By Dan Palmer |
The International Olympic Committee (IOC) has made its biggest stride yet into the world of esports with the launch of the Olympic Virtual Series (OVS).
Five sports – baseball, cycling, rowing, sailing and motorsport – have signed-up for the mass participation initiative which will begin on May 13 ahead of the rearranged Tokyo 2020 Olympics.
According to the IOC, the OVS will “mobilise virtual sport, esports and gaming enthusiasts all around the world in order to reach new Olympic audiences”.
It will also encourage “the development of physical and non-physical forms of sports”, a statement claimed.
Olympic officials have been debating how to best move forward the relationship between “traditional” sports and the booming esports industry, with the OVS a clear sign that the IOC does not want to be left behind.
Encouraging the “development of virtual sports and further engage with video gaming communities” was listed as a recommendation in the IOC’s Olympic Agenda 2020+5, which was approved in March.
“The Olympic Virtual Series is a new, unique Olympic digital experience that aims to grow direct engagement with new audiences in the field of virtual sports,” said IOC President Thomas Bach.
“Its conception is in line with Olympic Agenda 2020+5 and the IOC’s digital strategy.
“It encourages sports participation and promotes the Olympic values, with a special focus on youth.”
The World Baseball Softball Confederation, the International Cycling Union (UCI), World Rowing, World Sailing and the International Automobile Federation are all involved with the project.
FIFA, the International Basketball Association, the International Tennis Federation and World Taekwondo have confirmed they are interested in joining future versions of the OVS.

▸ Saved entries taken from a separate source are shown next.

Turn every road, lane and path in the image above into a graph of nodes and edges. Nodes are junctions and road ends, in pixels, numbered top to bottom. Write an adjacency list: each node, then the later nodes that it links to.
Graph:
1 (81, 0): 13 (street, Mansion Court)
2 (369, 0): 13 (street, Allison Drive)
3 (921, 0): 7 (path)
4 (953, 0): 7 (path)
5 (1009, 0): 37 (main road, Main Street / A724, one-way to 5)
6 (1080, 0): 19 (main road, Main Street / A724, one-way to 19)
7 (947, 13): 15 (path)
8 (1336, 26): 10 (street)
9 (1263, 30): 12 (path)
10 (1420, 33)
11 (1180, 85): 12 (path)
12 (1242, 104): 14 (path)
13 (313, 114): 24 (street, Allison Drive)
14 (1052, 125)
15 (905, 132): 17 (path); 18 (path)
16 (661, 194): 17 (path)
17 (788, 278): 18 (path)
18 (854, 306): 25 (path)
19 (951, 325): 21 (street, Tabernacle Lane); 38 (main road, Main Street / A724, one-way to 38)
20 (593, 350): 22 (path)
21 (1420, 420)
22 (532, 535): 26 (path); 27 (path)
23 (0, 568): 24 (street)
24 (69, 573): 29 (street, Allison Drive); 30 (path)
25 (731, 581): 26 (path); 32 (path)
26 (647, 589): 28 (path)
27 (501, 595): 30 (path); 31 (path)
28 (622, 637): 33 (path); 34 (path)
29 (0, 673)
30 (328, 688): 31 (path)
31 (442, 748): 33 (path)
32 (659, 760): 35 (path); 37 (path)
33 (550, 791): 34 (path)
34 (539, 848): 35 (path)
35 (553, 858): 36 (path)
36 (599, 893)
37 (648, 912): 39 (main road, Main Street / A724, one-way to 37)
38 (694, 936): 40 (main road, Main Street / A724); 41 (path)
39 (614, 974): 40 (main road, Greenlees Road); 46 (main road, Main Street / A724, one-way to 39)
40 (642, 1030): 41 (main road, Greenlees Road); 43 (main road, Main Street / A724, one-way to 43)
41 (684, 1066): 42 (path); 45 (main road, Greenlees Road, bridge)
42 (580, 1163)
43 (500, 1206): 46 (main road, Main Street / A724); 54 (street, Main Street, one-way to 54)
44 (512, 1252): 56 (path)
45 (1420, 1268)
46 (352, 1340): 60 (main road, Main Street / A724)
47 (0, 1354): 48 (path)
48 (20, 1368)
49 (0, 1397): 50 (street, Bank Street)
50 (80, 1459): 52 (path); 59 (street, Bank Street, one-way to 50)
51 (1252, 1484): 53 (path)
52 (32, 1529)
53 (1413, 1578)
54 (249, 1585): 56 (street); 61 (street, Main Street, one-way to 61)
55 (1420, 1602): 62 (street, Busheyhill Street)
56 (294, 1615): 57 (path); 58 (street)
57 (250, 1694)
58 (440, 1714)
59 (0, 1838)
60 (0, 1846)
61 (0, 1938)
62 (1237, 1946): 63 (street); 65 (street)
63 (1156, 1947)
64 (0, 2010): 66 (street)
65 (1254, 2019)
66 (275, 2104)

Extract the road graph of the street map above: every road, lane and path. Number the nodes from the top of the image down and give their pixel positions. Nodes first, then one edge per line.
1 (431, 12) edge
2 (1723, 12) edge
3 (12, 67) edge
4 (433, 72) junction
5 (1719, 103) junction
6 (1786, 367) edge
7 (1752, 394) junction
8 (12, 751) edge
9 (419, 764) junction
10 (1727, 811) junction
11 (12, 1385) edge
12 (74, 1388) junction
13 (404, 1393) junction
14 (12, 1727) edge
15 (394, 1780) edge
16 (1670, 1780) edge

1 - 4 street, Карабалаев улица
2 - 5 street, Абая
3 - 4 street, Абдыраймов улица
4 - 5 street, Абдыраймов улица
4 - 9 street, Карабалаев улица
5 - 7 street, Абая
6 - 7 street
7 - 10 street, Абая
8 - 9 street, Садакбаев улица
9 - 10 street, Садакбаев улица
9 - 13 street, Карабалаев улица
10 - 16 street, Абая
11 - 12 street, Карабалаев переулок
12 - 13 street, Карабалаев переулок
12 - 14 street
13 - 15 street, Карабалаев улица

Fans will be able to watch the action on the Olympic Channel with information on how to participate, as well as the prizes available at selected events, due to be announced soon.
“The OVS creates a stage to connect the physical sporting world with the virtual and simulation sports gaming community, providing an opportunity to engage with the Olympic Movement,” the IOC said.
“Each International Federation will offer its corresponding event in a format that maximises online mass participation and prioritises inclusivity and participation through the OVS.
“The mass-participation Series allows participants around the world to compete from home or their training facilities in order to generate excitement in the build-up to the Olympic Games Tokyo 2020.
“All five OVS events will differ in form and concept, and will operate via the sport’s respective publisher platform where participants will be able to take part.”
Baseball will feature in the OVS through eBaseball Powerful Pro Baseball 2020, by Konami Digital Entertainment.
Cycling events will use the Zwift platforms while rowing will be an open format.
Gran Turismo by Polyphony Digital will represent motorsport with a sailing virtual regatta also held.
Many sports already have their own virtual competitions and esports has been added to the programme for multi-sport events such as the Hangzhou 2022 Asian Games.
The IOC hosted an Esports Summit in 2018 and its top-tier sponsor Intel staged a tournament before the Pyeongchang 2018 Winter Olympics.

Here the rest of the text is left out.